Full UTF-32 support through-out Jumbo

magnumripper commented 9 years ago

Sub issues

[ ] #1627 (Incremental)
[ ] #1628 (Rules)
[ ] #1629 (Mask)
[ ] #1631 (FMT_UTF16)
[x] #1641 (external)
[ ] #1642 (wordlist)
[x] Subsets mode
[ ] none yet: Markov mode
[ ] none yet: (code page <-> unicode converter) Note: MB code pages are complex!

I'm trying to see the whole picture here. Let's say we start with saying that crk_set_key() takes UTF-32. This means all modes need to feed UTF-32 to it.

In that one place in cracker.c, the key will be converted to the target encoding (except for #1631).

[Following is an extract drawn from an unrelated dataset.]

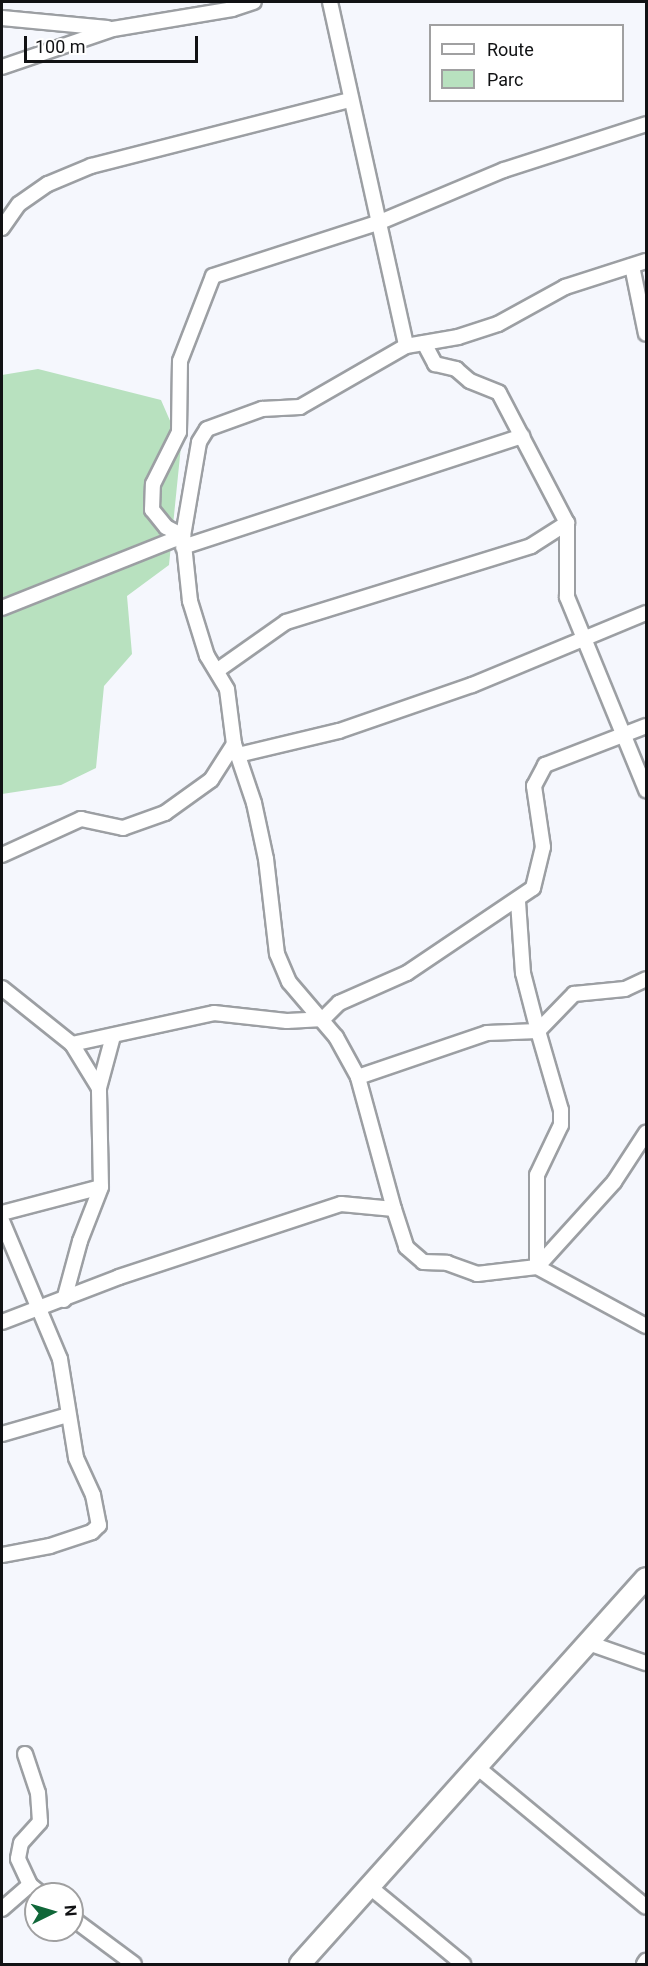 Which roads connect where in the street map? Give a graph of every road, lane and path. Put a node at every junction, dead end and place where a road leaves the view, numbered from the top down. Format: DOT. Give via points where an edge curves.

After this, we'll just have to get all modes working. All of them should produce UTF-32. For Incremental, Mask and Markov, it's easy. Prince mode is somewhat special (it actually handles UTF-8 without a flaw, by design) so let's deal with it later. Wordlist mode should convert to UTF-32 upon reading the file. From that point (including rules engine) we're all UTF-32 right until format's set_key().

magnumripper commented 9 years ago

The --internal-encoding option will be obsoleted. Lots of conversions back and forth will no longer be needed. Lots of confusing use-cases will no longer be confusing. Virtually ALL current limitations will be lifted.

In some cases, conversions are added but they are typically very fast. We should try to replace some existing copy in current code with a convert-while-copy in new code.

jfoug commented 9 years ago

To be 100% honest, we really should target getting a Jumbo-2 out before starting this. There has been SO much added and fixed since J-1. Once that is done, then go into building full Unicode support.

magnumripper commented 9 years ago

Yes, definitely. But I'm tempted to start experimenting in a topic branch.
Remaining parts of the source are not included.